PRESS RELEASE: New Mass Grave of Holocaust Victims Discovered in Romania

PRESS RELEASE: THE ELIE WISEL NATIONAL INSTITUTE FOR THE STUDY OF THE HOLOCAUST IN ROMANIA

New Mass Grave of Holocaust Victims Discovered in Romania

A team of historians and archeologists coordinated by the Elie Wiesel National Institute for the Study of the Holocaust in Romania recently discovered in the district of Iasi, in northeast Romania a mass grave of Jews who were killed during the Holocaust.  The site is located in a forest in the village of Popricani, in the district of Iasi, where German and Romanian troops advanced at the beginning of Operation Barbarossa against the Soviet Union.   The entry of Romania in the war on Nazi Germany’s side was used by the Ion Antonescu regime to begin the ethnic cleansing of the population and to “resolve” through violent means “the Jewish Problem.”  The mass murder of the Jews in the Vulturi forest, Popricani, was part of a series of massacres committed by Romanian troops during the summer of 1941 which began with the Pogrom of Iasi at the end of June 1941 and which continued with massacres in Bessarabia and Bucovina

According to witnesses, the massacre of Popricani was committed by Romanian troops, and at the newly discovered site, over 100 Jews—men, women, children, and the elderly—were allegedly buried.    One of the witnesses saw the shooting of the Jews because the soldiers thought that he himself was Jewish and intended to also shoot him.  He was spared only when the soldiers were convinced that he was Christian Orthodox. 

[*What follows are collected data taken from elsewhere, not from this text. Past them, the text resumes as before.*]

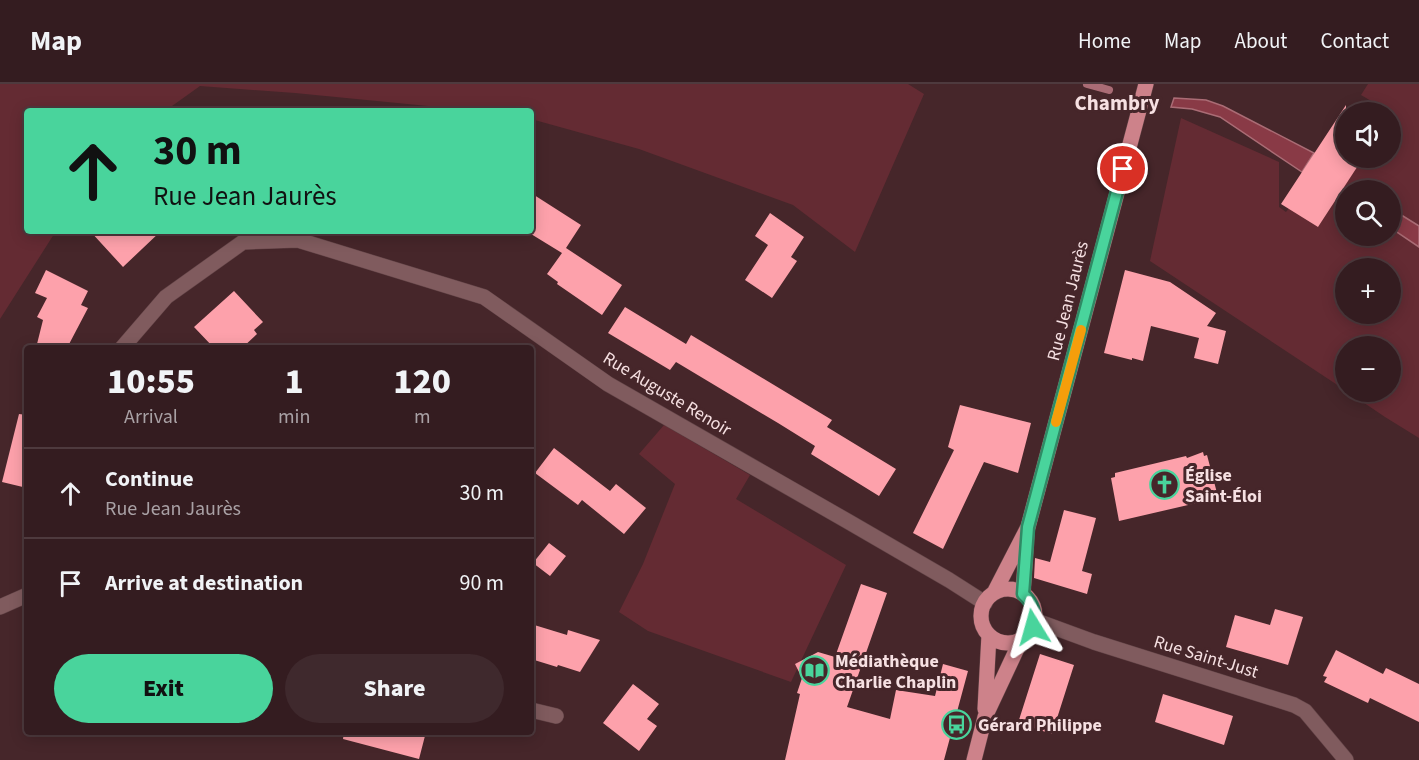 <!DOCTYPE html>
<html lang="en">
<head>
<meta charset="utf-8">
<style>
  :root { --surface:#341c20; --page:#3f292d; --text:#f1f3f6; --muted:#a9a1a5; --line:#4e3a3e; --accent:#49d49c }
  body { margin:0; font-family:"Source Sans 3",sans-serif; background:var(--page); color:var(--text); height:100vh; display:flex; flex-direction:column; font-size:22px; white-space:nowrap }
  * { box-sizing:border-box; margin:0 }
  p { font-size:20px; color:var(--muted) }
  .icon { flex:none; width:33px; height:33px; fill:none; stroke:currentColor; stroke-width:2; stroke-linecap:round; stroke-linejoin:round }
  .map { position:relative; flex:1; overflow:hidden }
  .details { position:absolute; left:24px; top:261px; width:510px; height:390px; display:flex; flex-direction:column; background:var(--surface); border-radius:6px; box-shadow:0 3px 15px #0003,0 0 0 2px var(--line) }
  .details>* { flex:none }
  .top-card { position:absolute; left:24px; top:24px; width:510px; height:126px; border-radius:6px; box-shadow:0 3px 15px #0003,0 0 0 2px var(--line); background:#49d49c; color:#111; overflow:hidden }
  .buttons { position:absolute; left:1335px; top:18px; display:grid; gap:12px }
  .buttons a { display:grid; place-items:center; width:66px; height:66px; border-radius:50%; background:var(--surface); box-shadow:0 3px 15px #0003,0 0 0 2px var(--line); font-size:30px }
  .pin { position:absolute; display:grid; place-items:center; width:51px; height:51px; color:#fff; margin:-26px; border:3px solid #fff; border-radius:50%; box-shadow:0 2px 6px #0007 }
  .me { position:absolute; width:66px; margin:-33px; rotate:352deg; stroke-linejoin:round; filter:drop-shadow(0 0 4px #0008) }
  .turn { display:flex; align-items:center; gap:21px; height:126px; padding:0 30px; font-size:27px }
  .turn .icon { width:78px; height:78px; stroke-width:2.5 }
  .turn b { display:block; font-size:42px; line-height:51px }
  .eta { display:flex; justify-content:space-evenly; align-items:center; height:102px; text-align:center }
  .eta b { font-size:36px; font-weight:800; line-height:42px }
  .primary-button { display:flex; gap:12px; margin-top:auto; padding:12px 30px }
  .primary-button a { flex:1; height:69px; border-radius:36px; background:var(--accent); color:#111; font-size:24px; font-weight:800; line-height:69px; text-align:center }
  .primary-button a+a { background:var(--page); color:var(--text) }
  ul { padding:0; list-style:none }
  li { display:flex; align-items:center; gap:18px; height:90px; padding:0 30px; border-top:2px solid var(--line) }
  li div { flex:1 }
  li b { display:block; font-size:22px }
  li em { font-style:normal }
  header { display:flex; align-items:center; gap:36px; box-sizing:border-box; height:84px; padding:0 30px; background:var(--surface); border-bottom:2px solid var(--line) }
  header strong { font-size:28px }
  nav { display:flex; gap:33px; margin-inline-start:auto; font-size:21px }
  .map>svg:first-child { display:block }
  .green { fill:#642b33; fill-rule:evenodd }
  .water { fill:#893a46; stroke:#aa6c75; stroke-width:1.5 }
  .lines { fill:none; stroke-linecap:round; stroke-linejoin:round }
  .stream { stroke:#aa6c75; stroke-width:8 }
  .building { fill:#fda1ab }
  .minor-casing { stroke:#624447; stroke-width:16 }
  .major-casing { stroke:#624447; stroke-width:16 }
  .minor { stroke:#805b5e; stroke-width:15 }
  .major { stroke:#cd828a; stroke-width:15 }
  .route-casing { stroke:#2f8a65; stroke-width:15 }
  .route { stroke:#49d49c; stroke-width:10 }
  .slow { stroke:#f59e0b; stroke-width:10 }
  .labels { text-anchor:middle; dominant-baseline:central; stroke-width:6; stroke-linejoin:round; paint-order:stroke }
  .street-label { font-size:18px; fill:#f6e0e2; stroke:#46262a }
  .poi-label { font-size:18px; font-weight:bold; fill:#f6e0e2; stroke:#46262a; text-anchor:start }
  .quarter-label { font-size:21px; font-weight:bold; fill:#f6e0e2; stroke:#46262a }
</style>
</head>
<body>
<header>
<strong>Map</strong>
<nav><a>Home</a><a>Map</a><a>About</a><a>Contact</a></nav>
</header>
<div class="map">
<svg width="1419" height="676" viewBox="0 0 1419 676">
  <rect width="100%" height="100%" fill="#46262a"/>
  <path class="green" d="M0,0h908l16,10 -69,158 -62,-47 -154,-56 -108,-30v-8h-52l-184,-18 -95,-7 -35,25h-138v120h29l-56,88z
    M1368,0h51v354l-34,-21 -37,-25h42v-46h-44l-1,44 -195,-129 31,-143 98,44v45l7,5 3,-4 29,19 44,-69h28v-46l-29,-17zM1346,106h44v46h-44zM1346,184h44v46h-44z
    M664,341l86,50 -14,24 110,66 -55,117 -143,-51 -29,-19 24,-48 32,-80 -36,-30z"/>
  <path class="water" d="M1174,14l32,2 17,6 91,47 -12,19 -82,-55 -28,-8 -21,-2z
    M1390,124l29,18v21l-28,-19z"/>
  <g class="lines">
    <path class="stream" d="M1087,0l22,6"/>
  </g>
  <path class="building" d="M1346,21v53h17l-45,69 -37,-23z
    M531,109l50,32 -15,23 56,37 -20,30 -45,-31 1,-2 -11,-8 15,-21 -31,-19z
    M770,129l34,24 -13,20 6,4 -25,37 -27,-18 23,-35 -13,-9z
    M90,147h71l-38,36z
    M46,186l42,21 -7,14 7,3 -21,40h-31l7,-28 -6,-3 10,-19 -12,-5z
    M1125,186l45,12 46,31 -9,13 19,5 -8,33 -24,-6 5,-20 -48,-12 -8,35 -11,-3v2l-28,-7z
    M234,207l29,31 -9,8 3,4 -15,14h-28l-20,-21z
    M625,223l61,37 5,-9 141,85 -5,7 69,42 -17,27 -68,-42 4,-8 -37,-23 -102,-61 -6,8 -62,-37z
    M960,321l71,18 -13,50 -34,-11 -41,87 -30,-16 41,-83 -6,-3z
    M19,330l8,1v73l-25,-6z
    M554,364l56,43 6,-7 30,24 -22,26 -42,-34 -4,5 -43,-32z
    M1203,368l1,4 3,-1 10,38 -5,1 2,5 -95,22 -8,-43 4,-1v-4l71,-17 1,2z
    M1064,426l32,8 -14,53 10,3 -5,20 -53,-16 1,-20 15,4z
    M549,459l17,13 -16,20 -17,-13z
    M861,500l26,9 -40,114 43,12 6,-29 39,6 8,-32 25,7 -24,89h-159l15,-66 -3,-1 5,-15 -7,-14 23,-12 17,5z
    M1275,525l28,8 -15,48 -62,-18 9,-32 35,10z
    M531,540l36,11 1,-5 32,10 -20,32 -22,-7 -1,2 -26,-8z
    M1336,566l47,24 3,-6 33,16v38l-49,-24 -2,5 -44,-21 3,-5 -4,-1z
    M1040,570l34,11 -22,69 -34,-11z
    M633,600l26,20 -12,15 10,7 -18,25 -36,-28z
    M1163,610l70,22 -9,29 -69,-23z
    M344,648h82l-7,27 -76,-20z"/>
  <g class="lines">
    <defs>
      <path id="minor" d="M122,264l44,-51 77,-55 55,-2 186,57 124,87 241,138 100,58 36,23
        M0,523l27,-12
        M1034,536l60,22 200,63 11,6 41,49
        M531,626l25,6"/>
      <path id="major" d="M981 532a27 27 0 1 1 54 0a27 27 0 1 1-54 0Z
        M994,509l34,-66 118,-443
        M1023,510l4,-61
        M985,625l4,-74
        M974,676l11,-43 37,-79"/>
    </defs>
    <use href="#minor" class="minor-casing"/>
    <use href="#major" class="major-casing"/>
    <use href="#minor" class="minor"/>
    <use href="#major" class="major"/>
  </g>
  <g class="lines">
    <defs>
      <path id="route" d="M1033,543c3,-13 1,-23 -10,-33l5,-67 95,-358"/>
    </defs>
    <use href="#route" class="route-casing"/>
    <use href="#route" class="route"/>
    <path class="slow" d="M1056,338l25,-92"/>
  </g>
  <defs>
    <symbol id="church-ring" viewBox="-11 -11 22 22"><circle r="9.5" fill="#46262a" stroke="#49d49c" stroke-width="1.5"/><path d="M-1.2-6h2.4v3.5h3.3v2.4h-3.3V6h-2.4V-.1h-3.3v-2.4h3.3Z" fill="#49d49c"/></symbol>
    <symbol id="library-ring" viewBox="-11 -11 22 22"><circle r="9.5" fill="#46262a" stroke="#49d49c" stroke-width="1.5"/><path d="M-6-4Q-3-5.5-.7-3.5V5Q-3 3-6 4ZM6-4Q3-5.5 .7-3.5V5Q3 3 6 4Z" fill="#49d49c"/></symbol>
    <symbol id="bus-ring" viewBox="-11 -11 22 22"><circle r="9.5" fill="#46262a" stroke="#49d49c" stroke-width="1.5"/><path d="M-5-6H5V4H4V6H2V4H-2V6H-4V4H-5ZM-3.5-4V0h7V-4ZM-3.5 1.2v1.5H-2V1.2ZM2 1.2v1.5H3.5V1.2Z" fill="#49d49c"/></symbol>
  </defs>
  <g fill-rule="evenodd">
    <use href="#church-ring" x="1148" y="384" width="33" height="33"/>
    <use href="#library-ring" x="798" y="570" width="33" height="33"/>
    <use href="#bus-ring" x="940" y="624" width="33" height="33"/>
  </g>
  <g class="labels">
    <g class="street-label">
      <text transform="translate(1068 217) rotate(-76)">Rue Jean Jaurès</text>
      <text transform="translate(667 310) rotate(31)">Rue Auguste Renoir</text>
      <text transform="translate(1206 573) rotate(17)">Rue Saint-Just</text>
    </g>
    <g class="poi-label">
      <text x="1185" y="391">Église<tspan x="1185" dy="21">Saint-Éloi</tspan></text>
      <text x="835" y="577">Médiathèque<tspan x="835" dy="21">Charlie Chaplin</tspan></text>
      <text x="978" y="641">Gérard Philippe</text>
    </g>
    <g class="quarter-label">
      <text x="1117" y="19">Chambry</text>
    </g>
  </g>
</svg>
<div class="buttons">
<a><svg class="icon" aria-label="sound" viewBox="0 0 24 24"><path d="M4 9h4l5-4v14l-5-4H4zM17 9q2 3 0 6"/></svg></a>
<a><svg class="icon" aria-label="search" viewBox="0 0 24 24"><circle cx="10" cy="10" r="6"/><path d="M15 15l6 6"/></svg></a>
<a>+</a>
<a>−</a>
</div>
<div class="pin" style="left:1123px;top:85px;background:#d93025"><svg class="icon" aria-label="arrive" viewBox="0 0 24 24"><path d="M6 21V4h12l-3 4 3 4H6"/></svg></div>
<svg class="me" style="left:1033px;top:543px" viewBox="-20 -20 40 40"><path d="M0-17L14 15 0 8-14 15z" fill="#49d49c" stroke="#fff" stroke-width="4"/></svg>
<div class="top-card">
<div class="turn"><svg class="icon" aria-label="ahead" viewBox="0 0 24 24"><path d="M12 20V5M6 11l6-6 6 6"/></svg><div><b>30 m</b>Rue Jean Jaurès</div></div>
</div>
<section class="details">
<div class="eta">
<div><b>10:55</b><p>Arrival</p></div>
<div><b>1</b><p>min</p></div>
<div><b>120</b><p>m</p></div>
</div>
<ul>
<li><svg class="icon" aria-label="ahead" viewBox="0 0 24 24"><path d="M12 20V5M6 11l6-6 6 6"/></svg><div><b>Continue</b><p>Rue Jean Jaurès</p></div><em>30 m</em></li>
<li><svg class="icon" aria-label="arrive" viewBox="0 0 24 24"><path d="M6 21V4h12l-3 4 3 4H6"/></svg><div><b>Arrive at destination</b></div><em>90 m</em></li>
</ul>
<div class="primary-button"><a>Exit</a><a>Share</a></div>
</section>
</div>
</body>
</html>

This is the second location in today’s Romania where a mass grave was discovered.  During the fall of 1945, 311 bodies from three mass graves were exhumed in Stanca Roznovanu also in the Iasi District.  The victims originated from Sculeni (in today’s Republic of Moldova) and were executed by Regiment 6, Mountain Rangers, which was implicated in the massacre from the Vulturi forest and in other massacres which resulted in mass graves in today’s Republic of Moldova, according to the historian Adrian Cioflanca, the coordinator of the archaeological investigation in Popricani.